Nouvelle inculpation par la CPS dans l’affaire de l’attaque de Notre-Dame de Fatima à Bangui

Par la rédaction de Corbeau News Centrafrique, CNC.
La Cour pénale spéciale (CPS) de la République centrafricaine a procédé à l’arrestation et à l’inculpation d’un suspect dans l’attaque de 2014 contre l’église Notre-Dame de Fatima.
En effet, le 24 mars 2025, la CPS a publié un communiqué de presse détaillant les derniers développements dans une affaire retentissante. Selon le communiqué, « dans le cadre d’un dossier sous instruction judiciaire dans un Cabinet d’instruction à la Cour pénale spéciale (CPS) visant l’attaque perpétrée contre l’Eglise Catholique Notre Dame de Fatima située dans le 3ème arrondissement de Bangui le 28 mai 2014 par les groupes d’auto-défense du KM5, dans laquelle l’Abbé Emile NZALE a notamment été tué », un suspect, Mohamed Ali Fadoul, a été appréhendé. Cette attaque, qui a marqué les esprits par sa violence, avait ciblé un lieu de culte, faisant de nombreuses victimes, dont l’Abbé Emile Nzale, figure de la communauté catholique.
L’arrestation de Mohamed Ali Fadoul s’est déroulée le 20 mars 2025, comme l’indique le communiqué : « Le suspect MOHAMED ALI FADOUL a été interpellé par des officiers de police judiciaire le 20 mars 2025 en vertu d’un mandat d’arrêt des juges d’instruction de la CPS du 4 mars 2025. » Dès le lendemain, « le 21 mars 2025, il a été présenté devant les juges d’instruction de la CPS qui ont procédé à sa première comparution ». Lors de cette audience, après avoir été informé de ses droits, il a été formellement inculpé d’une série de chefs d’accusation graves. Le communiqué précise qu’il est accusé de « crimes contre l’humanité par meurtre, extermination, persécution, disparition forcée de personnes, emprisonnement ou autre forme de privation grave de liberté physique en violation des dispositions fondamentales du droit international et autres actes inhumains de caractère analogue causant intentionnellement de grandes souffrances ou des atteintes graves à l’intégrité physique ou à la santé physique ou mentale ». À cela s’ajoutent des « crimes de guerre par meurtre, atteintes à la santé et au bien-être physique ou mental des personnes de même que les traitements cruels tels que la torture, les mutilations ou toutes formes de peines corporelles, attaque contre la population civile, attaque contre des lieux de culte, attaque contre des biens indispensables à la survie de la population et pillage ».

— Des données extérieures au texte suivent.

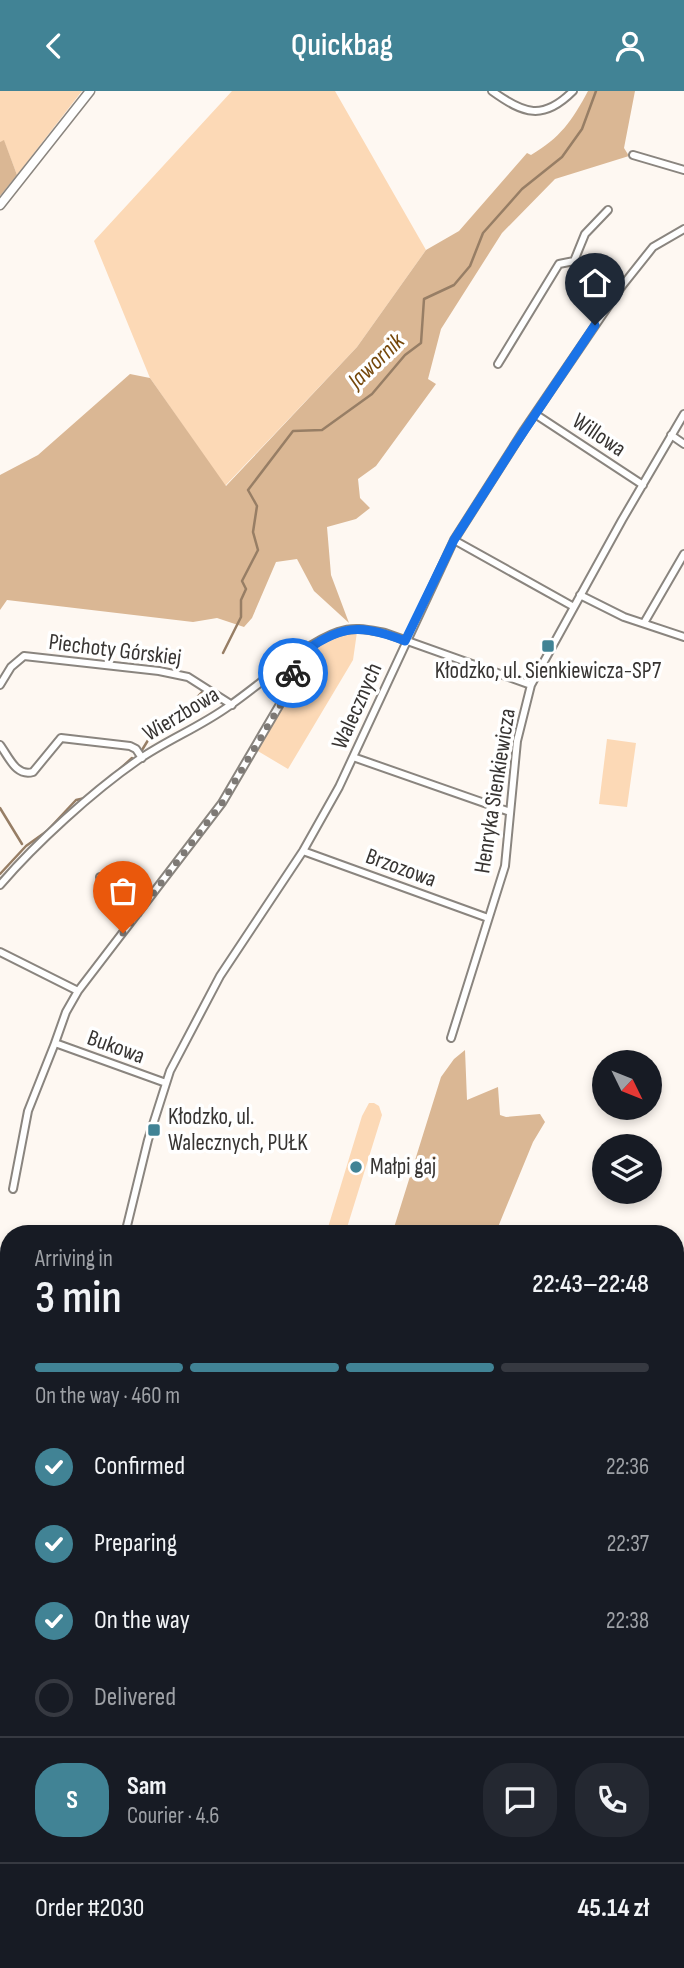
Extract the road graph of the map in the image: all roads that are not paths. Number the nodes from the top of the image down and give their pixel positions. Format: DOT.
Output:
graph roads {
  1 [pos="90,91"];
  2 [pos="492,91"];
  3 [pos="573,91"];
  4 [pos="633,155"];
  5 [pos="684,170"];
  6 [pos="0,205"];
  7 [pos="608,210"];
  8 [pos="684,229"];
  9 [pos="574,261"];
  10 [pos="622,286"];
  11 [pos="498,364"];
  12 [pos="535,414"];
  13 [pos="684,414"];
  14 [pos="671,435"];
  15 [pos="684,444"];
  16 [pos="643,485"];
  17 [pos="454,540"];
  18 [pos="684,554"];
  19 [pos="580,595"];
  20 [pos="574,607"];
  21 [pos="644,623"];
  22 [pos="684,636"];
  23 [pos="405,641"];
  24 [pos="288,663"];
  25 [pos="0,685"];
  26 [pos="531,685"];
  27 [pos="232,705"];
  28 [pos="0,745"];
  29 [pos="353,757"];
  30 [pos="142,758"];
  31 [pos="510,812"];
  32 [pos="303,851"];
  33 [pos="100,877"];
  34 [pos="0,885"];
  35 [pos="138,913"];
  36 [pos="488,918"];
  37 [pos="0,952"];
  38 [pos="78,991"];
  39 [pos="451,1038"];
  40 [pos="55,1043"];
  41 [pos="166,1083"];
  42 [pos="13,1189"];
  43 [pos="127,1225"];
  1 -- 6 [label="street"];
  2 -- 3 [label="street"];
  4 -- 5 [label="street"];
  7 -- 9 [label="street"];
  8 -- 10 [label="street, Walecznych"];
  9 -- 10 [label="street"];
  9 -- 11 [label="street"];
  10 -- 12 [label="street, Walecznych"];
  12 -- 16 [label="street, Willowa"];
  12 -- 17 [label="street, Walecznych"];
  13 -- 14 [label="street, Henryka Sienkiewicza"];
  14 -- 15 [label="street"];
  14 -- 16 [label="street, Henryka Sienkiewicza"];
  16 -- 19 [label="street, Henryka Sienkiewicza"];
  17 -- 20 [label="street"];
  17 -- 23 [label="street, Walecznych"];
  18 -- 21 [label="street"];
  19 -- 20 [label="street, Henryka Sienkiewicza"];
  19 -- 21 [label="street"];
  20 -- 26 [label="street, Henryka Sienkiewicza"];
  21 -- 22 [label="street"];
  23 -- 24 [label="street, Wierzbowa"];
  23 -- 26 [label="street, Wierzbowa"];
  23 -- 29 [label="street, Walecznych"];
  24 -- 27 [label="street, Wierzbowa"];
  24 -- 35 [label="street, Bukowa"];
  25 -- 27 [label="street, Piechoty Górskiej"];
  26 -- 31 [label="street, Henryka Sienkiewicza"];
  27 -- 30 [label="street, Wierzbowa"];
  28 -- 30 [label="street"];
  29 -- 31 [label="street"];
  29 -- 32 [label="street, Walecznych"];
  30 -- 34 [label="street, Wierzbowa"];
  31 -- 36 [label="street, Henryka Sienkiewicza"];
  32 -- 36 [label="street, Brzozowa"];
  32 -- 41 [label="street, Walecznych"];
  33 -- 35 [label="street"];
  35 -- 38 [label="street, Bukowa"];
  36 -- 39 [label="street, Henryka Sienkiewicza"];
  37 -- 38 [label="street"];
  38 -- 40 [label="street, Bukowa"];
  40 -- 41 [label="street, Bukowa"];
  40 -- 42 [label="street, Bukowa"];
  41 -- 43 [label="street, Walecznych"];
}
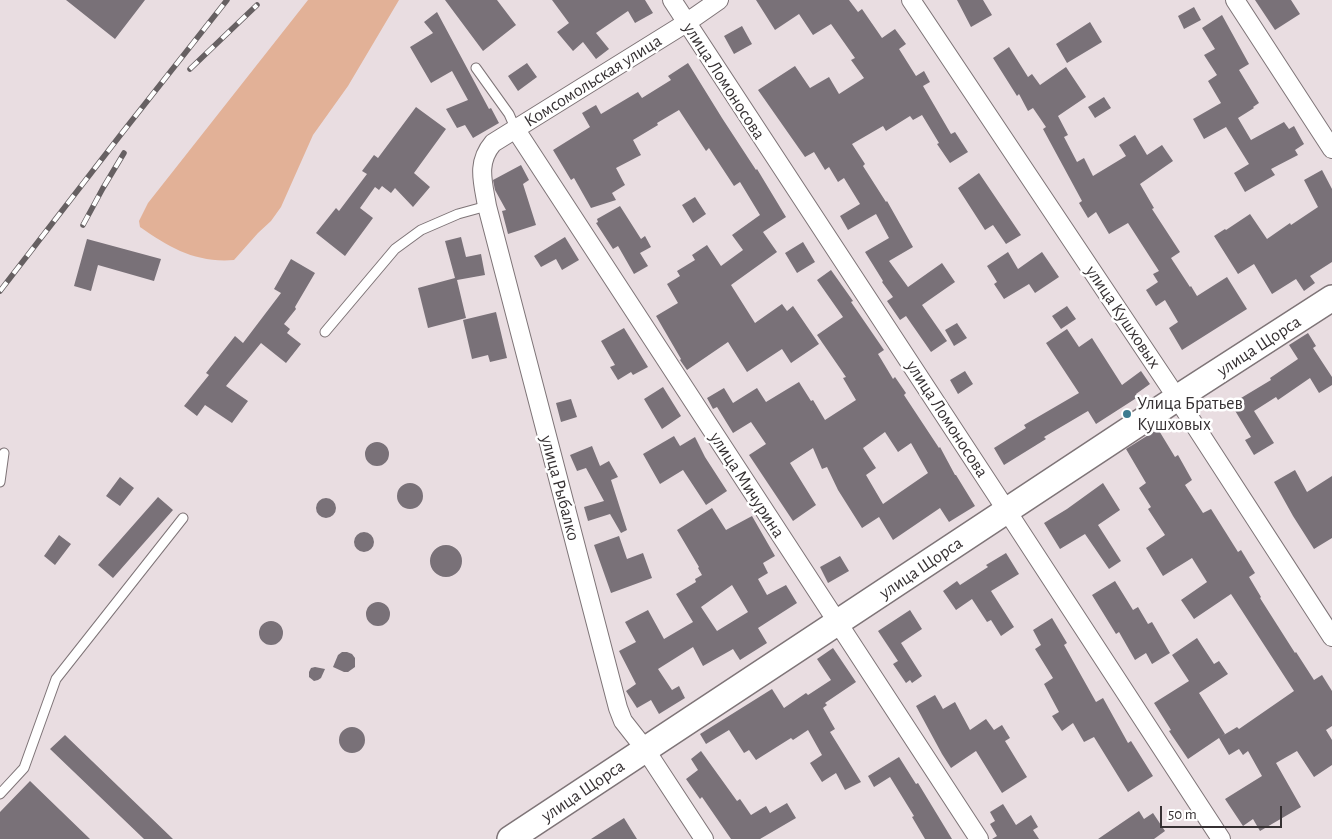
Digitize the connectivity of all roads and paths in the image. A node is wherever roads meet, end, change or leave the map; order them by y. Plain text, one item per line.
1 (672, 0) edge
2 (720, 0) edge
3 (911, 0) edge
4 (1235, 0) edge
5 (686, 23) junction
6 (476, 68) dead end
7 (516, 130) junction
8 (1332, 149) edge
9 (487, 206) junction
10 (1332, 298) edge
11 (325, 332) dead end
12 (1177, 398) junction
13 (4, 454) dead end
14 (0, 482) edge
15 (1007, 511) junction
16 (183, 518) dead end
17 (838, 624) junction
18 (1332, 637) edge
19 (645, 749) junction
20 (0, 794) edge
21 (510, 839) edge
22 (704, 839) edge
23 (979, 839) edge
24 (1221, 839) edge

1 - 5 street, улица Ломоносова
2 - 5 street, Комсомольская улица
3 - 12 street, улица Кушховых
4 - 8 street
5 - 7 street, Комсомольская улица
5 - 15 street, улица Ломоносова
6 - 7 lane
7 - 9 street, улица Рыбалко
7 - 17 street, улица Мичурина
9 - 11 lane
9 - 19 street, улица Рыбалко
10 - 12 street, улица Щорса
12 - 15 street, улица Щорса
12 - 18 street, улица Кушховых
13 - 14 lane
15 - 17 street, улица Щорса
15 - 24 street, улица Ломоносова
16 - 20 lane
17 - 19 street, улица Щорса
17 - 23 street, улица Мичурина
19 - 21 street, улица Щорса
19 - 22 street, улица Рыбалко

Cette inculpation s’inscrit dans une enquête plus large menée par la CPS. En effet, le communiqué rappelle que « dans ce même dossier d’instruction, huit autres personnes ont déjà été inculpées par le cabinet d’instruction ». Ces individus sont identifiés comme « ADAMOU YALO alias ADAMOU JESUS, HADIATOU GARY, ABDEL KADER ALI alias AMERICAIN, YOUSSOUF AMAT Youssouf, AMAT KALIT alias KALEB, MAHAMAT Abdoulaye alias ISSA MBONGUE, AHAMAT TIDJANI et ABAKAR ZAKARIA HAMID alias SG ». Avec l’ajout de Mohamed Ali Fadoul, cela porte à neuf le nombre total de suspects poursuivis dans cette affaire.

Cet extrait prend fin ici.